• [ACTION ITEM]: Please give the count of lines below with the string "Ageng" in them, and no other words.

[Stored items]
__________________________________________________

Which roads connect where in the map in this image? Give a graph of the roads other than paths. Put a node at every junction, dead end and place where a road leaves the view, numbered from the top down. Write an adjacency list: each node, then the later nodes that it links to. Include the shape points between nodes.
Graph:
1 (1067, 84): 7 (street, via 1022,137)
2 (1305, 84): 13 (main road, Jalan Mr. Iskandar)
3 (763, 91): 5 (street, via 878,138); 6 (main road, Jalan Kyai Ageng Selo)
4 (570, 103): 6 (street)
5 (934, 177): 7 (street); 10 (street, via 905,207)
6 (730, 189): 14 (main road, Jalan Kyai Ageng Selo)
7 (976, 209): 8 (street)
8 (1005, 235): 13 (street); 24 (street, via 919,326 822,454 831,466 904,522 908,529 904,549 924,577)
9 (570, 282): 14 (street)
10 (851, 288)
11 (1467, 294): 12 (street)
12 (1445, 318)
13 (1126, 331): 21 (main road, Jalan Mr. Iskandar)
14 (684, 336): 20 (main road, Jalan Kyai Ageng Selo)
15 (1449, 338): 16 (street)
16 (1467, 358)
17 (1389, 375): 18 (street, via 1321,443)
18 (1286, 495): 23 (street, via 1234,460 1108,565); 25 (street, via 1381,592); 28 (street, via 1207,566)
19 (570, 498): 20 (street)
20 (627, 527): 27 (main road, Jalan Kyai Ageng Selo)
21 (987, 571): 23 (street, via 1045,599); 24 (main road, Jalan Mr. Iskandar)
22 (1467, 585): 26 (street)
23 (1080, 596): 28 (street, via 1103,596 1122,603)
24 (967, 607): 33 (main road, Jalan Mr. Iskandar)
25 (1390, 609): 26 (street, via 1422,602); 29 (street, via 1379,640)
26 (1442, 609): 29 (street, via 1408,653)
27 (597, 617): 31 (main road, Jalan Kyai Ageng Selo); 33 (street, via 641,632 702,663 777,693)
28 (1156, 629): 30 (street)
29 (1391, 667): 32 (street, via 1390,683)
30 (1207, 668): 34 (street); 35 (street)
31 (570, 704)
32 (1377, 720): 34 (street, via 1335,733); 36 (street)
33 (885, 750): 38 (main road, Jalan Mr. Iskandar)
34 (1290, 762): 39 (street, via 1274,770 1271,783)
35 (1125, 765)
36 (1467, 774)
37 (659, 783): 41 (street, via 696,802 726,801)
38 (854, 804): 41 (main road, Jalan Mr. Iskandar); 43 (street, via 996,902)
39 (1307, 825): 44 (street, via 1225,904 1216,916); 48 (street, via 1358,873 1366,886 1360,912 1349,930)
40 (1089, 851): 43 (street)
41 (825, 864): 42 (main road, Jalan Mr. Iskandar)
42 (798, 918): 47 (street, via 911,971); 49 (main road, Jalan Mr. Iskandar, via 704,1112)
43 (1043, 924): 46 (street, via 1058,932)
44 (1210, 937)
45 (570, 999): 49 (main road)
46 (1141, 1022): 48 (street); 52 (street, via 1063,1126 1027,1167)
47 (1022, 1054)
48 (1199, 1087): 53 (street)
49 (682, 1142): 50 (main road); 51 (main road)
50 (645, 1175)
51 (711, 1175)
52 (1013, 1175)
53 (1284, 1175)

__________________________________________________

• [SOLUTION TO THE PROBLEM]: 5